Let us do a partial resummation $$f(x,y,t)=\sum_{n\ge0}\frac{x^n}{1-yt^n}$$ which is possible when say $|y|,|t|<1$.

Naively, from the above expression I expect that $f(x,y,t)$ has poles in $y$ for $y=t^{-n}, n\ge0$ with residues $$\operatorname{Res}_{y=t^{-n}}f(x,y,t)=-x^n/t^n$$

However, there is a problem here for me. I will first formulate is loosely and then give more accurate description.

The problem

I. Loose formulation. Locations of poles of $f(x,y,t)$ are independent of $x$. Therefore, we don't expect them to change if $x$ changes. However, one can prove formula $f(x^{-1},y,t)=f(x,y^{-1},t)$ (modulo not-so-interesting terms). In the lhs we've only changed $x$, and hence we don't expect locations of poles to change. On the other hand in the rhs we've changed $y\to y^{-1}$ which causes poles to invert!

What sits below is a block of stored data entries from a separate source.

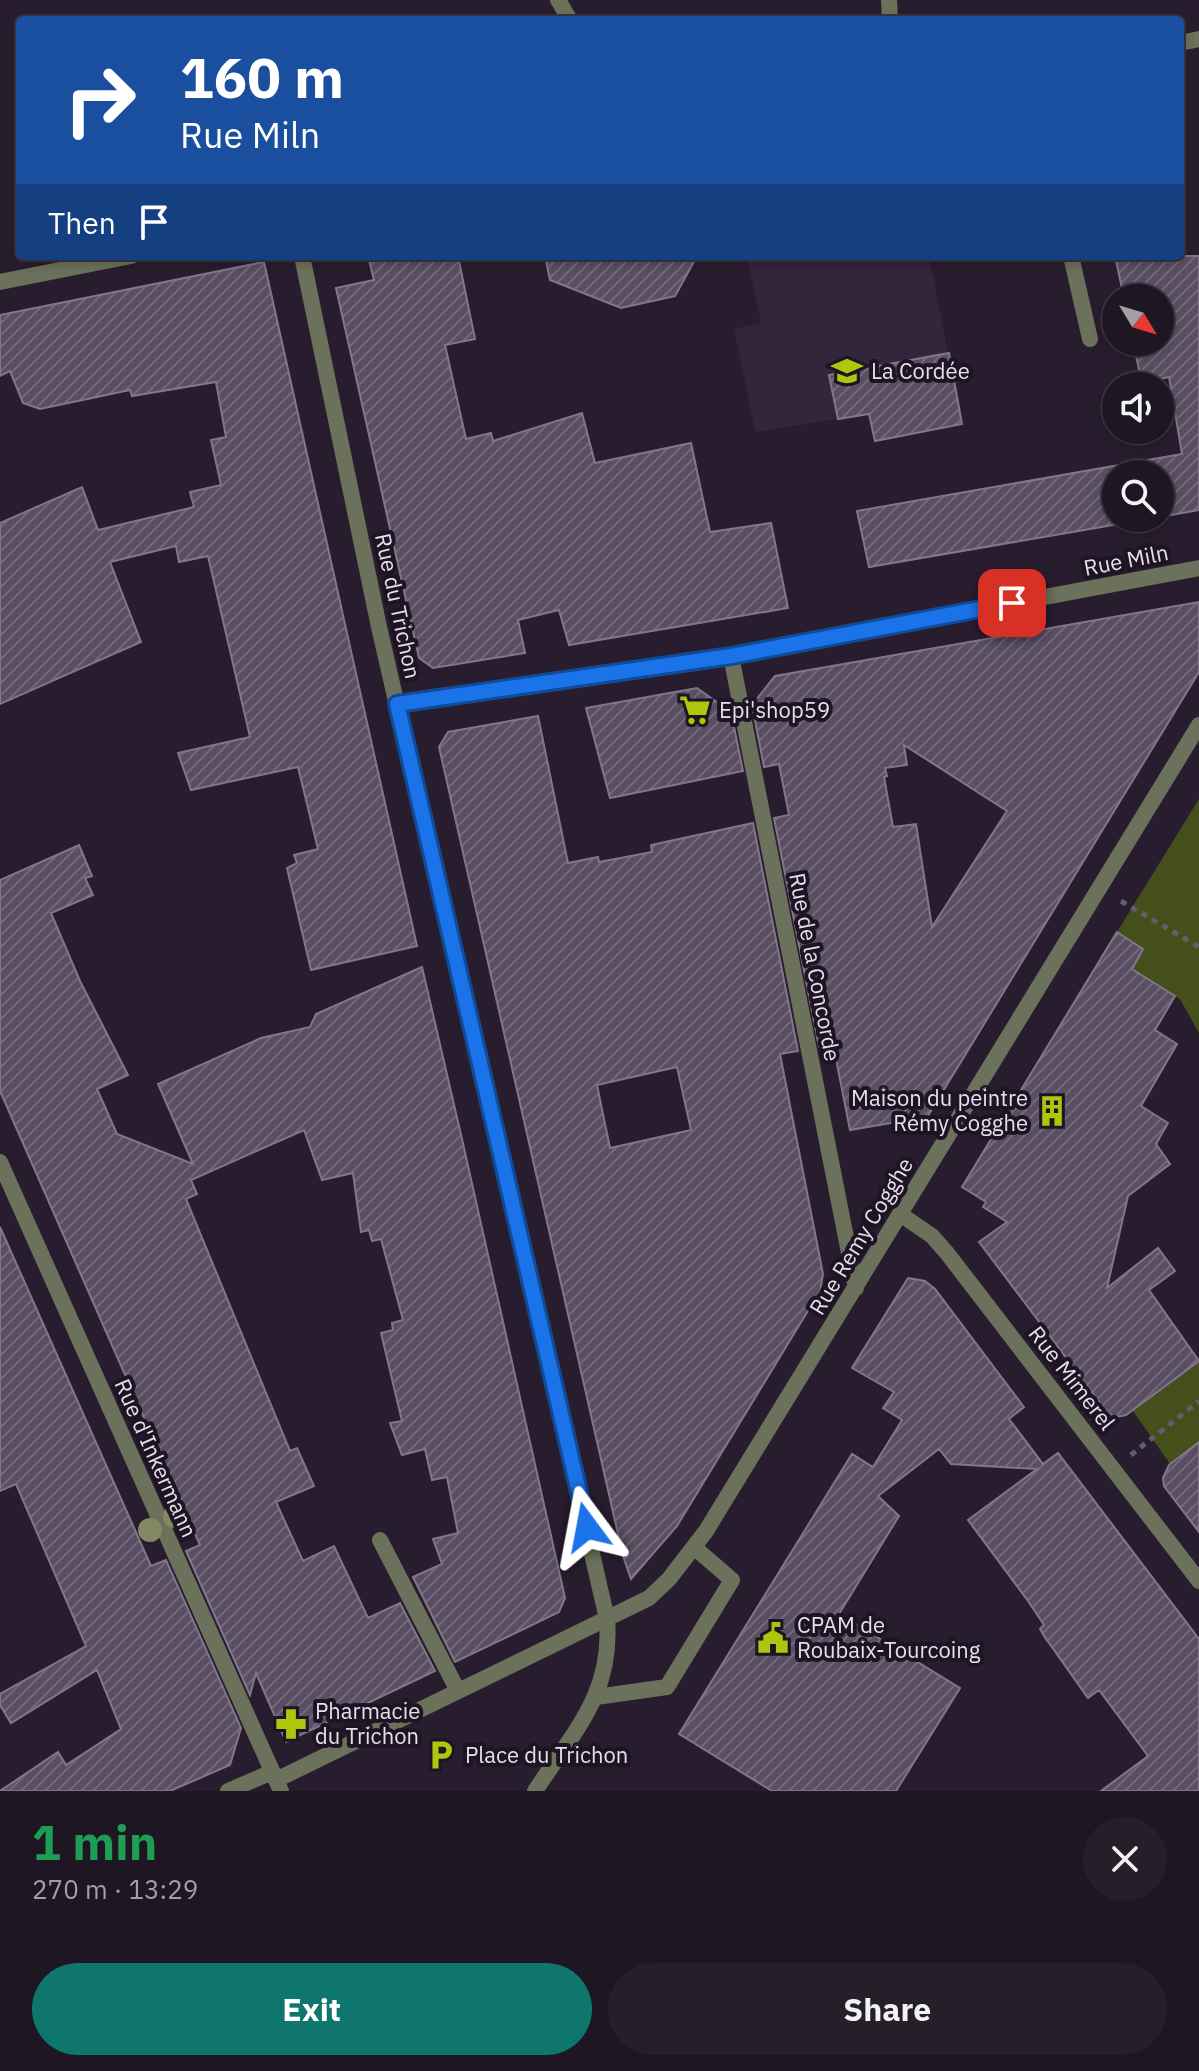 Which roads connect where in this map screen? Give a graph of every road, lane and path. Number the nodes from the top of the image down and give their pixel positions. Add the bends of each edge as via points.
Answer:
1 (111, 260) edge
2 (303, 260) edge
3 (1072, 260) edge
4 (0, 282) edge
5 (1090, 339) dead end
6 (1199, 568) edge
7 (731, 656) junction
8 (397, 704) junction
9 (1199, 725) edge
10 (1100, 888) junction
11 (1199, 947) edge
12 (0, 1162) edge
13 (900, 1214) junction
14 (856, 1288) junction
15 (1199, 1401) edge
16 (1114, 1468) junction
17 (380, 1540) dead end
18 (695, 1548) junction
19 (1199, 1581) edge
20 (607, 1619) junction
21 (458, 1691) junction
22 (596, 1697) junction
23 (276, 1781) edge
24 (228, 1791) edge
25 (535, 1791) edge

1 - 4 street
2 - 8 street, Rue du Trichon
3 - 5 street
6 - 7 street, Rue Miln
7 - 8 street, Rue Miln
7 - 14 street, Rue de la Concorde
8 - 20 street, Rue du Trichon
9 - 10 street, Rue Remy Cogghe
10 - 11 path
10 - 13 street, Rue Remy Cogghe
12 - 23 street, Rue d'Inkermann
13 - 14 street, Rue Remy Cogghe
13 - 16 street, Rue Mimerel via 947,1253
14 - 18 street, Rue Remy Cogghe
15 - 16 path
16 - 19 street, Rue Mimerel
17 - 21 street
18 - 20 street, Rue Remy Cogghe via 656,1592
18 - 22 street via 732,1580 667,1687
20 - 21 street
20 - 22 street via 608,1659
21 - 23 street
22 - 25 street
23 - 24 street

II. More accurate description. By formally operating with the series one can deduce three following properties

  1. $f(x,y,t)=f(y,x,t)$, obvious symmetry.
  2. $f(x,y^{-1},t)=-yf(xt^{-1},y,t^{-1})$ rule to invert an argument.
  3. $f(xt,yt,t)=(xyt)^{-1}(f(x,y,t)-(1-x)^{-1}-(1-y)^{-1}+1)$ scaling rule.

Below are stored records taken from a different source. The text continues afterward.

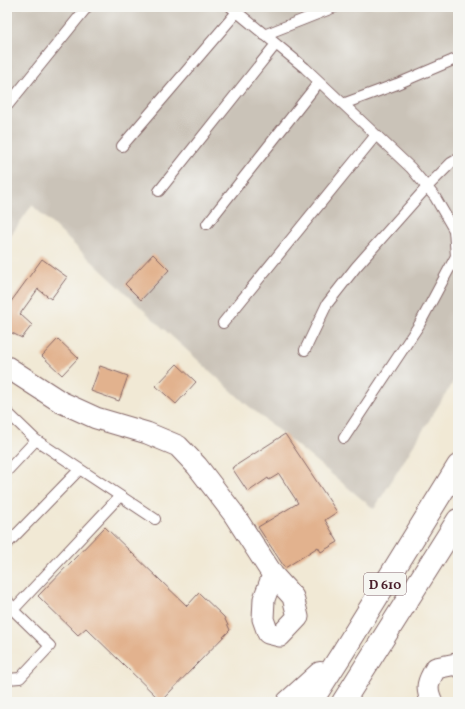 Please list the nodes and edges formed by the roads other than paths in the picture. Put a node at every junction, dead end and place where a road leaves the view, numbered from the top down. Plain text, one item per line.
1 (86, 7) edge
2 (336, 7) edge
3 (234, 9) edge
4 (264, 35) junction
5 (276, 44) junction
6 (458, 58) edge
7 (319, 82) junction
8 (343, 104) junction
9 (7, 106) edge
10 (376, 135) junction
11 (122, 146) dead end
12 (458, 159) edge
13 (427, 187) junction
14 (158, 191) dead end
15 (207, 224) dead end
16 (224, 323) dead end
17 (305, 350) dead end
18 (7, 367) edge
19 (7, 412) edge
20 (344, 438) dead end
21 (36, 440) junction
22 (458, 466) edge
23 (80, 469) junction
24 (7, 471) edge
25 (120, 496) junction
26 (155, 519) dead end
27 (458, 520) edge
28 (7, 544) edge
29 (273, 575) dead end
30 (7, 599) edge
31 (13, 610) junction
32 (399, 613) junction
33 (343, 652) junction
34 (458, 666) edge
35 (7, 679) edge
36 (288, 702) edge
37 (310, 702) edge
38 (343, 702) edge
39 (357, 702) edge
40 (432, 702) edge

1 - 9 lane
2 - 4 lane
3 - 4 lane
3 - 11 lane
4 - 5 lane
5 - 7 lane
5 - 14 lane
6 - 8 lane
7 - 8 lane
7 - 15 lane
8 - 10 lane
10 - 13 lane
10 - 16 lane
12 - 13 lane
13 - 17 lane
13 - 20 lane
18 - 29 street
19 - 21 lane
21 - 23 lane
21 - 24 lane
22 - 33 highway, D 610
23 - 25 lane
23 - 28 lane
25 - 26 lane
25 - 31 lane
27 - 32 highway, D 610
30 - 31 lane
31 - 35 lane
32 - 38 highway, D 610
32 - 39 highway
33 - 36 highway
33 - 37 highway, D 610
34 - 40 street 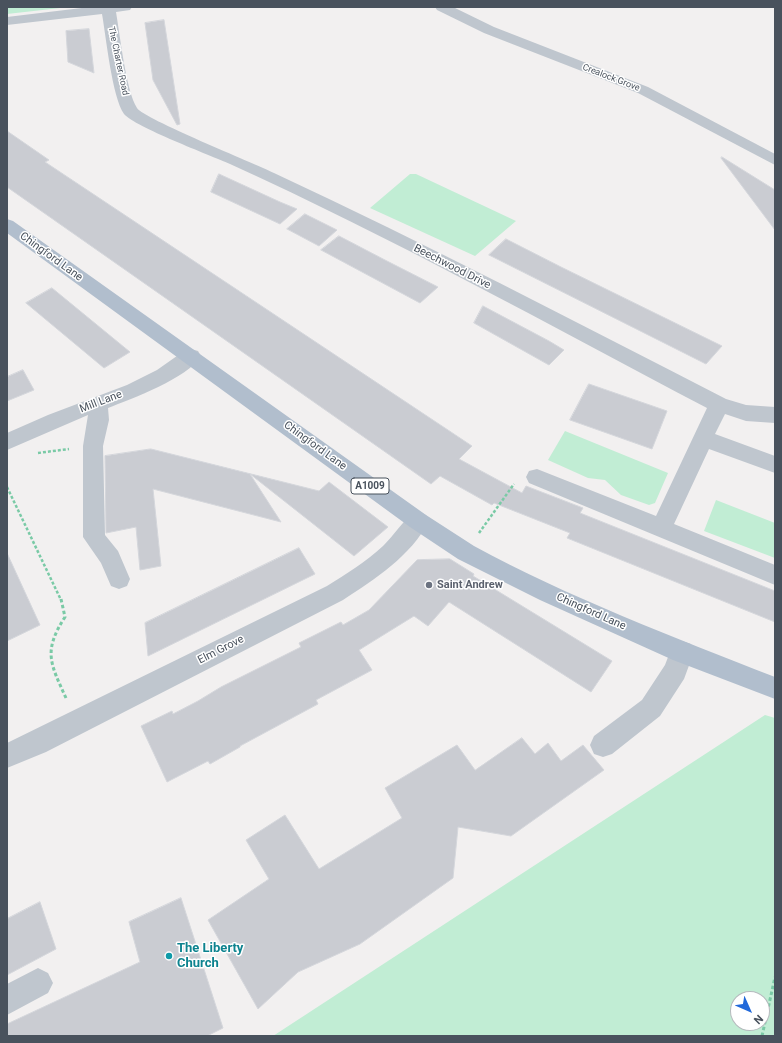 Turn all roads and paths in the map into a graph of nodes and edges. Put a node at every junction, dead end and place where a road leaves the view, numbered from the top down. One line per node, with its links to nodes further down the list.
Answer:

    Using their combination one shows that

    $$f(x^{-1},y,t)=f(x,y^{-1},t)+(1-y)^{-1}-(1-x)^{-1}$$

    Again, as stated in the loose formulation, the poles in $y$ do not seem to agree between the lhs and rhs: in the lhs they are at the points $y=t^{-n}, n\ge0$ while at the rhs at the points $y=t^n, n\ge0$.

Summary

I understand that most likely I messed up with divergent series somewhere, but I can't exactly find where. I would be grateful if somebody explained me where, but my main question is the following: what are locations and residues of poles for function $f(x,y,t)$ wrt $y$-variable? Do they depend on $x$? If yes, how?

Appendix

Here I present formal derivation of properties 2, 3.

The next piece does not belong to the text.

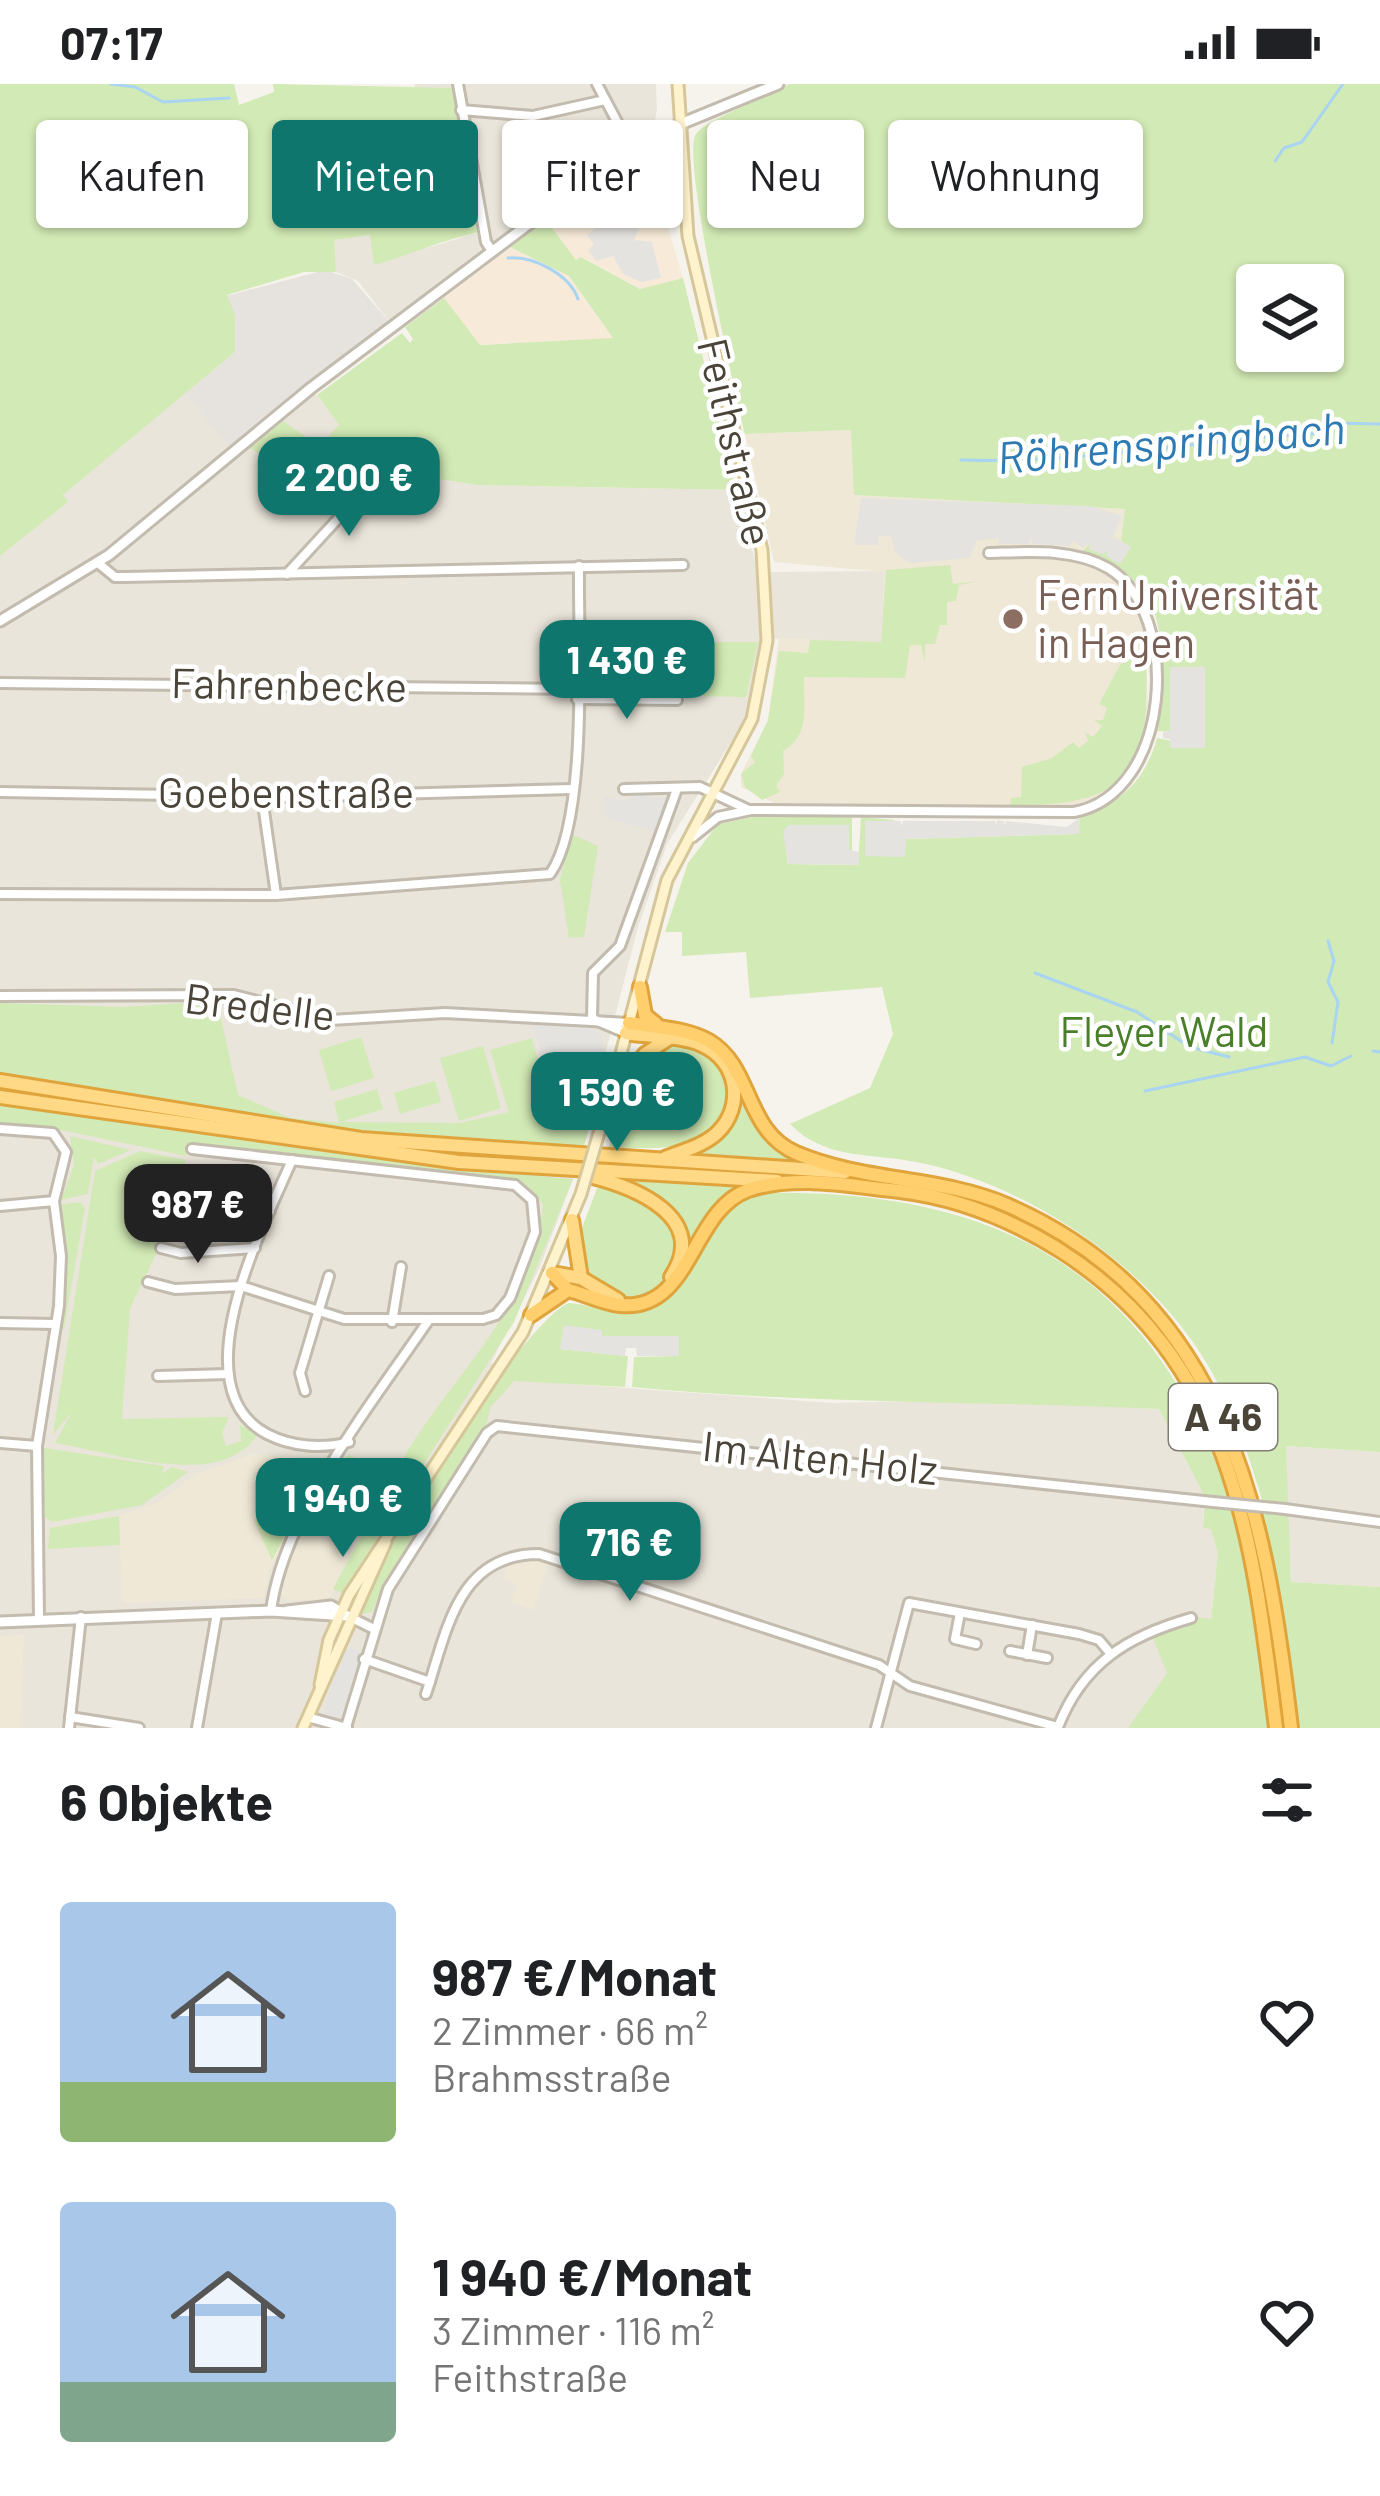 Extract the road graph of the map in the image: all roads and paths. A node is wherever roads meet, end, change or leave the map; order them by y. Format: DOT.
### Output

$$f(x, y^{-1},t)=\sum_{n\ge0}\frac{x^n}{1-y^{-1}t^n}=\sum_{n\ge0}\frac{x^nt^{-n}y}{yt^{-n}-1}=-yf(xt^{-1}, y, t^{-1})$$

And

$$f(xt, yt,t)=\sum_{n,m\ge0}{x^ny^mt^{nm+n+m}}=(xyt)^{-1}\sum_{n,m\ge0}x^{n+1}y^{m+1}t^{(n+1)(m+1)}=(xyt)^{-1}\left(\sum_{n,m\ge0}-\sum_{n\ge0,m=0}-\sum_{n=0,m\ge0}+\sum_{n=0,m=0}\right)x^{n}y^{m}t^{nm}=(xyt)^{-1}(f(x,y,t)-(1-x)^{-1}-(1-y)^{-1}+1)$$

On Dmitry Vaintrob's answer

As far as I can the the factorization procedure suggested in this answer is not actually valid since the two factors has non-overlapping region of convergence. So, I'm still looking for a solution.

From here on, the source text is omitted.